- _WHAT IS EXPECTED_: Your reply must consist of the data below, reproduced character for character.
**** DATASET RECORDS ****
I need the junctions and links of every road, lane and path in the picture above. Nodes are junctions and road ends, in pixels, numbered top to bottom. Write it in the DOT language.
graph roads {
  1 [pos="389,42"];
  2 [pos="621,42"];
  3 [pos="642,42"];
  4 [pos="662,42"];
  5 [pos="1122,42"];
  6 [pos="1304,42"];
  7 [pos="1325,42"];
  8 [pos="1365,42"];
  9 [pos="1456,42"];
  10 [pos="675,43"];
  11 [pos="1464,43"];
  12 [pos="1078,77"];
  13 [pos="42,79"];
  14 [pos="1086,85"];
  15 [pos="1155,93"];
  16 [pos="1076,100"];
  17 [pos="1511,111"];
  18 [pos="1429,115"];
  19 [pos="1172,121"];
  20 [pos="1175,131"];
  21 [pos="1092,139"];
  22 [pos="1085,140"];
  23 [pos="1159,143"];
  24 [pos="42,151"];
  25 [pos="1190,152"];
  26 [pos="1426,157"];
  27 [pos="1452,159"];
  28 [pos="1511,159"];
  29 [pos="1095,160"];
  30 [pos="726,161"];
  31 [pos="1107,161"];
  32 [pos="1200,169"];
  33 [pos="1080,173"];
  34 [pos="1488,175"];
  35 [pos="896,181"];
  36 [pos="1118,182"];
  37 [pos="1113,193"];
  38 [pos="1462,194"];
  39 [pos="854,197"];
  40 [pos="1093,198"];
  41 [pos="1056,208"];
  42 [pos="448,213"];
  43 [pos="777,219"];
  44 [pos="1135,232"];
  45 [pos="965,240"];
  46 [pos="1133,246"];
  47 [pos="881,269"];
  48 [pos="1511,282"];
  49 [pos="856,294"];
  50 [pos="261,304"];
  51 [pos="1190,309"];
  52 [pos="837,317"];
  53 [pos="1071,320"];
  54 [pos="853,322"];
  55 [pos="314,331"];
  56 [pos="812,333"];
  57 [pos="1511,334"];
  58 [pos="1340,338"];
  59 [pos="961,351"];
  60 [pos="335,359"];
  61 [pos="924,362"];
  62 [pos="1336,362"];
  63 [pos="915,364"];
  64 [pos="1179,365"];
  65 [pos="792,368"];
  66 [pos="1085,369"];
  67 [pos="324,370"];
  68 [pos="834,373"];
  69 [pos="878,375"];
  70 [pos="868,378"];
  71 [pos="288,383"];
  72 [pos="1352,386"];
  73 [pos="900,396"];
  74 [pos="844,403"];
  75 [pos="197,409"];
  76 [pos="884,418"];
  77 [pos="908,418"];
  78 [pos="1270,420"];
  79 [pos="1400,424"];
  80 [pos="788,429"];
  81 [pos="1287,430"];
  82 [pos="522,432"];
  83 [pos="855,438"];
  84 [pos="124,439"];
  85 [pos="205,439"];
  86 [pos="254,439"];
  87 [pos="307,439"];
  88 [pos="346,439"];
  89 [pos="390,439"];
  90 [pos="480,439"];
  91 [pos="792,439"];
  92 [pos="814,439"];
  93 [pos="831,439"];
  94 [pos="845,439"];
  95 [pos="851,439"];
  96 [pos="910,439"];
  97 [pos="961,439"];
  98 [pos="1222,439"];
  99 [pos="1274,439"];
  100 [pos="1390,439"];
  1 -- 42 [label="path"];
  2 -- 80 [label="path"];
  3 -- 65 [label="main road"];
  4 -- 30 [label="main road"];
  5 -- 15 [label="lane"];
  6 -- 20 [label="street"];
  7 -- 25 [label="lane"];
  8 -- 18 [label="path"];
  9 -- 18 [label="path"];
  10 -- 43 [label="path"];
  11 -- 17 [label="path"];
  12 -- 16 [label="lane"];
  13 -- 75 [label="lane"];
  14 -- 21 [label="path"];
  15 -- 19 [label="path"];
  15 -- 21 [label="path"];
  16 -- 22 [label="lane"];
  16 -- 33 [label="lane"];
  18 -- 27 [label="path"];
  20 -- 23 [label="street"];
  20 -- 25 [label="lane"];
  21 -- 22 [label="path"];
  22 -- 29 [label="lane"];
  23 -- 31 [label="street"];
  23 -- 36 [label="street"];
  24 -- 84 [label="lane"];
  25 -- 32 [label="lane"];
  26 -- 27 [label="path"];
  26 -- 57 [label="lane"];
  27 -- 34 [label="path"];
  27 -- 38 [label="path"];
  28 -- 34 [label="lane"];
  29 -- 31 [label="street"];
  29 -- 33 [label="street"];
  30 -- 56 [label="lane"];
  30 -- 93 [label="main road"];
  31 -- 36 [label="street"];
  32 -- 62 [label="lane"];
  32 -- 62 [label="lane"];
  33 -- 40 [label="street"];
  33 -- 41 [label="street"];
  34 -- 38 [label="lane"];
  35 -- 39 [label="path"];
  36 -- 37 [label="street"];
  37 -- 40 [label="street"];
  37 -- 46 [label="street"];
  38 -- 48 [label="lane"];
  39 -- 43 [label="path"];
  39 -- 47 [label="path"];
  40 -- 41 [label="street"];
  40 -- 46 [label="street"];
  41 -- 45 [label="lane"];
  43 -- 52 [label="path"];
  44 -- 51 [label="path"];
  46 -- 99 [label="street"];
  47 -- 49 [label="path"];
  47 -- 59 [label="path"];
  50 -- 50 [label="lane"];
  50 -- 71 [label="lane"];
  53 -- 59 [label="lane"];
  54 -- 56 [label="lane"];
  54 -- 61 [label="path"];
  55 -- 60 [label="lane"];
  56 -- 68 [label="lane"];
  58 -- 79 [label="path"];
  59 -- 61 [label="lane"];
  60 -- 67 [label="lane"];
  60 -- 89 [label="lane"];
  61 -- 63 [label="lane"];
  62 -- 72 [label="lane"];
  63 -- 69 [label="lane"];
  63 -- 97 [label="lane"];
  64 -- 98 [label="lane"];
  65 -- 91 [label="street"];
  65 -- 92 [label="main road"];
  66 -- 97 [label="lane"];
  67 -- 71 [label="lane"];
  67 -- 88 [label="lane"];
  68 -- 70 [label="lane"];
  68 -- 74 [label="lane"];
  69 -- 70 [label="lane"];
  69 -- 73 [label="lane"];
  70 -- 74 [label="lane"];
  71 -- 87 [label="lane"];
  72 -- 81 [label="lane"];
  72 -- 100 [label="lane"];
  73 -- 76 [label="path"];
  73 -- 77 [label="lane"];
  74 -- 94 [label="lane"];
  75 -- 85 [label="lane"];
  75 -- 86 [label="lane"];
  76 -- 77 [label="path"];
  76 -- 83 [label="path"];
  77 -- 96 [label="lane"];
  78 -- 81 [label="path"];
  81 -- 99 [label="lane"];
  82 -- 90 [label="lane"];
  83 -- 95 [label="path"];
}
****
- _TASK SOLUTION_:
I need the junctions and links of every road, lane and path in the picture above. Nodes are junctions and road ends, in pixels, numbered top to bottom. Write it in the DOT language.
graph roads {
  1 [pos="389,42"];
  2 [pos="621,42"];
  3 [pos="642,42"];
  4 [pos="662,42"];
  5 [pos="1122,42"];
  6 [pos="1304,42"];
  7 [pos="1325,42"];
  8 [pos="1365,42"];
  9 [pos="1456,42"];
  10 [pos="675,43"];
  11 [pos="1464,43"];
  12 [pos="1078,77"];
  13 [pos="42,79"];
  14 [pos="1086,85"];
  15 [pos="1155,93"];
  16 [pos="1076,100"];
  17 [pos="1511,111"];
  18 [pos="1429,115"];
  19 [pos="1172,121"];
  20 [pos="1175,131"];
  21 [pos="1092,139"];
  22 [pos="1085,140"];
  23 [pos="1159,143"];
  24 [pos="42,151"];
  25 [pos="1190,152"];
  26 [pos="1426,157"];
  27 [pos="1452,159"];
  28 [pos="1511,159"];
  29 [pos="1095,160"];
  30 [pos="726,161"];
  31 [pos="1107,161"];
  32 [pos="1200,169"];
  33 [pos="1080,173"];
  34 [pos="1488,175"];
  35 [pos="896,181"];
  36 [pos="1118,182"];
  37 [pos="1113,193"];
  38 [pos="1462,194"];
  39 [pos="854,197"];
  40 [pos="1093,198"];
  41 [pos="1056,208"];
  42 [pos="448,213"];
  43 [pos="777,219"];
  44 [pos="1135,232"];
  45 [pos="965,240"];
  46 [pos="1133,246"];
  47 [pos="881,269"];
  48 [pos="1511,282"];
  49 [pos="856,294"];
  50 [pos="261,304"];
  51 [pos="1190,309"];
  52 [pos="837,317"];
  53 [pos="1071,320"];
  54 [pos="853,322"];
  55 [pos="314,331"];
  56 [pos="812,333"];
  57 [pos="1511,334"];
  58 [pos="1340,338"];
  59 [pos="961,351"];
  60 [pos="335,359"];
  61 [pos="924,362"];
  62 [pos="1336,362"];
  63 [pos="915,364"];
  64 [pos="1179,365"];
  65 [pos="792,368"];
  66 [pos="1085,369"];
  67 [pos="324,370"];
  68 [pos="834,373"];
  69 [pos="878,375"];
  70 [pos="868,378"];
  71 [pos="288,383"];
  72 [pos="1352,386"];
  73 [pos="900,396"];
  74 [pos="844,403"];
  75 [pos="197,409"];
  76 [pos="884,418"];
  77 [pos="908,418"];
  78 [pos="1270,420"];
  79 [pos="1400,424"];
  80 [pos="788,429"];
  81 [pos="1287,430"];
  82 [pos="522,432"];
  83 [pos="855,438"];
  84 [pos="124,439"];
  85 [pos="205,439"];
  86 [pos="254,439"];
  87 [pos="307,439"];
  88 [pos="346,439"];
  89 [pos="390,439"];
  90 [pos="480,439"];
  91 [pos="792,439"];
  92 [pos="814,439"];
  93 [pos="831,439"];
  94 [pos="845,439"];
  95 [pos="851,439"];
  96 [pos="910,439"];
  97 [pos="961,439"];
  98 [pos="1222,439"];
  99 [pos="1274,439"];
  100 [pos="1390,439"];
  1 -- 42 [label="path"];
  2 -- 80 [label="path"];
  3 -- 65 [label="main road"];
  4 -- 30 [label="main road"];
  5 -- 15 [label="lane"];
  6 -- 20 [label="street"];
  7 -- 25 [label="lane"];
  8 -- 18 [label="path"];
  9 -- 18 [label="path"];
  10 -- 43 [label="path"];
  11 -- 17 [label="path"];
  12 -- 16 [label="lane"];
  13 -- 75 [label="lane"];
  14 -- 21 [label="path"];
  15 -- 19 [label="path"];
  15 -- 21 [label="path"];
  16 -- 22 [label="lane"];
  16 -- 33 [label="lane"];
  18 -- 27 [label="path"];
  20 -- 23 [label="street"];
  20 -- 25 [label="lane"];
  21 -- 22 [label="path"];
  22 -- 29 [label="lane"];
  23 -- 31 [label="street"];
  23 -- 36 [label="street"];
  24 -- 84 [label="lane"];
  25 -- 32 [label="lane"];
  26 -- 27 [label="path"];
  26 -- 57 [label="lane"];
  27 -- 34 [label="path"];
  27 -- 38 [label="path"];
  28 -- 34 [label="lane"];
  29 -- 31 [label="street"];
  29 -- 33 [label="street"];
  30 -- 56 [label="lane"];
  30 -- 93 [label="main road"];
  31 -- 36 [label="street"];
  32 -- 62 [label="lane"];
  32 -- 62 [label="lane"];
  33 -- 40 [label="street"];
  33 -- 41 [label="street"];
  34 -- 38 [label="lane"];
  35 -- 39 [label="path"];
  36 -- 37 [label="street"];
  37 -- 40 [label="street"];
  37 -- 46 [label="street"];
  38 -- 48 [label="lane"];
  39 -- 43 [label="path"];
  39 -- 47 [label="path"];
  40 -- 41 [label="street"];
  40 -- 46 [label="street"];
  41 -- 45 [label="lane"];
  43 -- 52 [label="path"];
  44 -- 51 [label="path"];
  46 -- 99 [label="street"];
  47 -- 49 [label="path"];
  47 -- 59 [label="path"];
  50 -- 50 [label="lane"];
  50 -- 71 [label="lane"];
  53 -- 59 [label="lane"];
  54 -- 56 [label="lane"];
  54 -- 61 [label="path"];
  55 -- 60 [label="lane"];
  56 -- 68 [label="lane"];
  58 -- 79 [label="path"];
  59 -- 61 [label="lane"];
  60 -- 67 [label="lane"];
  60 -- 89 [label="lane"];
  61 -- 63 [label="lane"];
  62 -- 72 [label="lane"];
  63 -- 69 [label="lane"];
  63 -- 97 [label="lane"];
  64 -- 98 [label="lane"];
  65 -- 91 [label="street"];
  65 -- 92 [label="main road"];
  66 -- 97 [label="lane"];
  67 -- 71 [label="lane"];
  67 -- 88 [label="lane"];
  68 -- 70 [label="lane"];
  68 -- 74 [label="lane"];
  69 -- 70 [label="lane"];
  69 -- 73 [label="lane"];
  70 -- 74 [label="lane"];
  71 -- 87 [label="lane"];
  72 -- 81 [label="lane"];
  72 -- 100 [label="lane"];
  73 -- 76 [label="path"];
  73 -- 77 [label="lane"];
  74 -- 94 [label="lane"];
  75 -- 85 [label="lane"];
  75 -- 86 [label="lane"];
  76 -- 77 [label="path"];
  76 -- 83 [label="path"];
  77 -- 96 [label="lane"];
  78 -- 81 [label="path"];
  81 -- 99 [label="lane"];
  82 -- 90 [label="lane"];
  83 -- 95 [label="path"];
}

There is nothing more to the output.